Remember, in many professions soft skills are highly prized and valued so by not listing them, you could be doing yourself a disservice.
#2 Assess the qualifications needed
Most careers have some kind of basic qualification for people entering the profession, as well as additional skills and knowledge that may be needed for the next step.
Making sure you understand the basics of what is needed is important. You don’t want to spend all that time and money on a course, only to find that some agencies or organisations may not recognise it.
#3 Look for learning providers
Once you have an idea of the type of course needed, and the correct level of qualification, you now start your search for the right learning provider.
Some people choose to study at college, either on an evening course or by arranging time off if they are working. Some learners feel that they need this set pattern of learning and deadlines to ensure that they complete the course.
Some people are also still under the impression that this is the ‘right’ way to learn, and the only way that has any value.
But, times have changed and attitude to learning has changed. This is why home learning courses are becoming increasingly popular with students – and it is true across all levels of qualifications, from GCSEs to A-levels, to vocational courses too.
#4 Take the leap and enrol on home study courses!
For many people, giving up their current job to study full time is simply not an option.

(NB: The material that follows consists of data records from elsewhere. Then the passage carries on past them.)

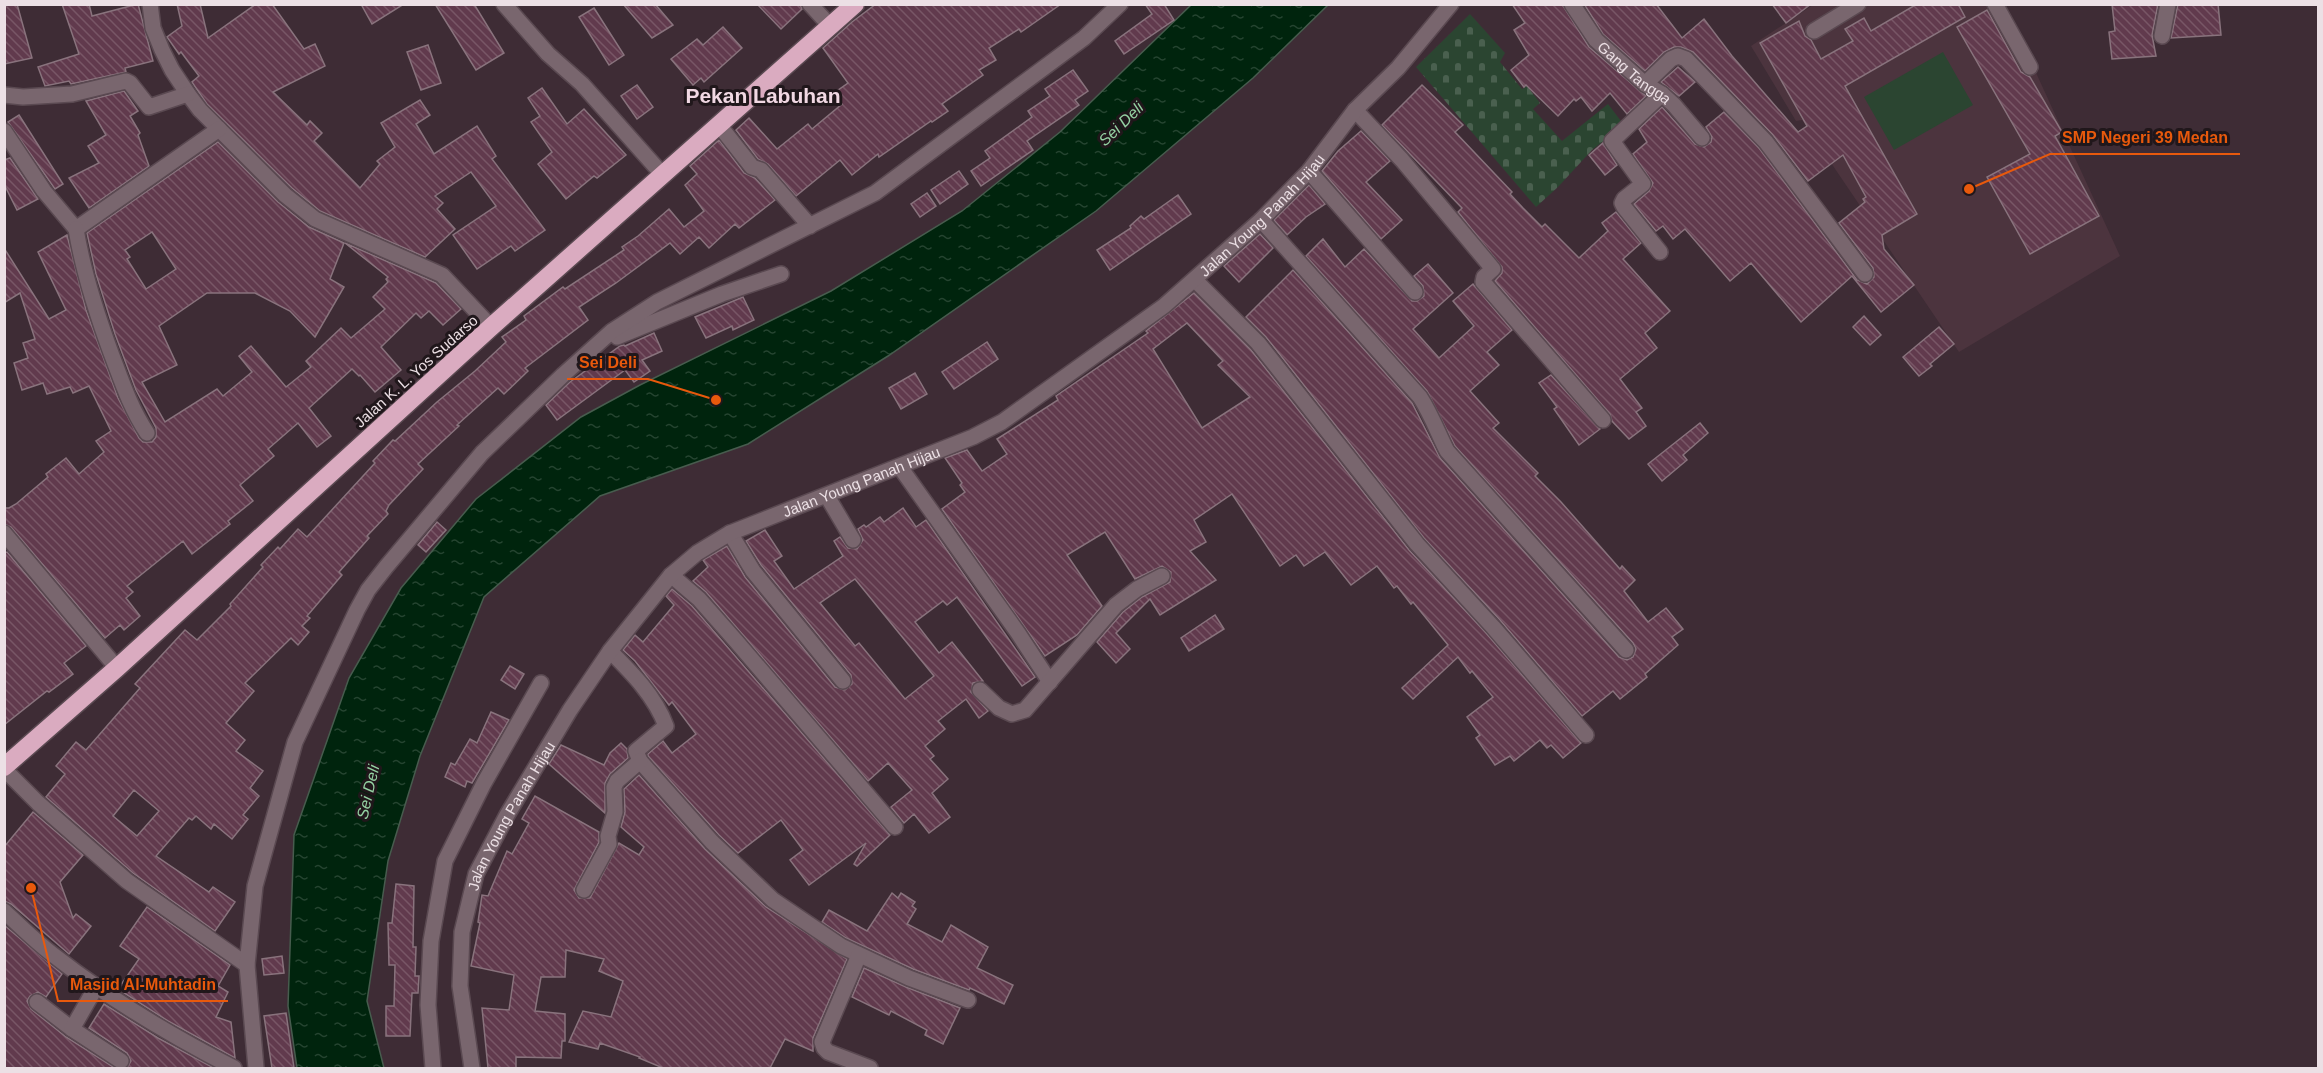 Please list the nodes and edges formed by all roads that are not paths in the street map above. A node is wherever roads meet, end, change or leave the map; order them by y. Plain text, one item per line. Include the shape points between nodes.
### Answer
1 (150, 4) edge
2 (504, 4) edge
3 (810, 4) edge
4 (855, 4) edge
5 (1120, 4) edge
6 (1451, 4) edge
7 (1572, 4) edge
8 (1858, 4) edge
9 (1995, 4) edge
10 (2168, 4) edge
11 (831, 27) junction
12 (1814, 31) dead end
13 (2162, 36) dead end
14 (2030, 67) dead end
15 (1645, 84) junction
16 (4, 94) edge
17 (188, 94) junction
18 (1662, 94) junction
19 (1355, 110) junction
20 (719, 125) junction
21 (219, 129) junction
22 (4, 131) edge
23 (1702, 138) dead end
24 (1310, 171) junction
25 (663, 174) junction
26 (1261, 220) junction
27 (810, 226) junction
28 (76, 229) junction
29 (1660, 252) dead end
30 (782, 274) dead end
31 (1865, 274) dead end
32 (1195, 280) junction
33 (1414, 292) dead end
34 (491, 327) junction
35 (595, 347) junction
36 (1603, 420) dead end
37 (147, 433) dead end
38 (900, 467) junction
39 (827, 496) junction
40 (4, 533) edge
41 (730, 533) junction
42 (853, 540) dead end
43 (671, 575) junction
44 (1162, 576) dead end
45 (1626, 650) dead end
46 (610, 651) junction
47 (117, 668) junction
48 (843, 681) dead end
49 (1050, 682) junction
50 (541, 683) dead end
51 (980, 690) dead end
52 (1586, 735) dead end
53 (640, 761) junction
54 (4, 768) edge
55 (894, 826) dead end
56 (584, 890) dead end
57 (4, 911) edge
58 (859, 955) junction
59 (247, 965) junction
60 (96, 987) junction
61 (968, 1000) dead end
62 (37, 1002) dead end
63 (72, 1029) junction
64 (121, 1061) dead end
65 (234, 1068) edge
66 (256, 1068) edge
67 (433, 1068) edge
68 (471, 1068) edge
69 (870, 1068) edge

1 - 17 street via 153,28 162,50
2 - 25 street
3 - 11 street
4 - 11 highway, Jalan K. L. Yos Sudarso
5 - 27 street via 1084,38 875,194
6 - 19 street, Jalan Young Panah Hijau via 1398,68
7 - 15 street, Gang Tangga via 1596,40
8 - 12 street
9 - 14 street
10 - 13 street
11 - 20 highway, Jalan K. L. Yos Sudarso
15 - 18 street, Gang Tangga
15 - 31 street via 1671,59 1686,59 1766,142
16 - 17 street via 72,94 126,81 149,107
17 - 21 street
18 - 23 street, Gang Tangga
18 - 29 street via 1612,141 1643,184 1624,199 1624,207
19 - 24 street, Jalan Young Panah Hijau
19 - 36 street via 1493,269 1483,282
20 - 25 highway, Jalan K. L. Yos Sudarso
20 - 27 street via 743,157 761,170
21 - 28 street
21 - 34 street via 285,195 315,219 442,276
22 - 28 street via 44,191
24 - 26 street, Jalan Young Panah Hijau
24 - 33 street
25 - 34 highway, Jalan K. L. Yos Sudarso
26 - 32 street, Jalan Young Panah Hijau
26 - 45 street via 1419,397 1448,451
27 - 35 street via 657,303 612,331
28 - 37 street via 82,264 100,321 132,410
30 - 35 street via 722,294
32 - 38 street, Jalan Young Panah Hijau via 1002,422
32 - 52 street via 1258,343 1417,544
34 - 47 highway, Jalan K. L. Yos Sudarso
35 - 59 street via 482,453 386,567 357,610 295,742 255,886
38 - 39 street, Jalan Young Panah Hijau
38 - 49 street
39 - 41 street, Jalan Young Panah Hijau
39 - 42 street
40 - 47 street
41 - 43 street, Jalan Young Panah Hijau
41 - 48 street via 753,571
43 - 46 street, Jalan Young Panah Hijau
43 - 55 street via 699,599
44 - 49 street via 1116,605
46 - 53 street via 658,706 666,726 636,751
46 - 68 street, Jalan Young Panah Hijau via 570,710 476,874 462,932 460,986
47 - 54 highway, Jalan K. L. Yos Sudarso
49 - 51 street via 1025,710 1012,714
50 - 67 street via 483,783 446,861 431,941 428,1005
53 - 56 street via 617,781 609,844
53 - 58 street via 712,842 773,900
54 - 59 street via 127,881
57 - 60 street via 50,953
58 - 61 street
58 - 69 street via 822,1042 828,1052
59 - 66 street
60 - 63 street
60 - 65 street via 151,1024
62 - 63 street
63 - 64 street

The mortgage or rent still needs paying, as do all the other bills but many people are also aware of student debt.
By studying at home, in your own time and carrying on in your current position, you get the best of all worlds: a qualification with value, a salary each month and no debt as you start your new career.
Sounds a bit too easy?
It can sound almost idyllic, with a bit of study here and there, you can gain a qualification and a new career. In many ways, it can be this simple but it takes effort and commitment.
There are times when life gets in the way but with home study, your chosen course – and the work you need to complete for it – can ebb and flow with your family, work and other commitments. There are times when your study will need to take priority but there are times when other things will need to.
Making changes can be tough but, with planning and commitment, you can do it – and start enjoying a new career!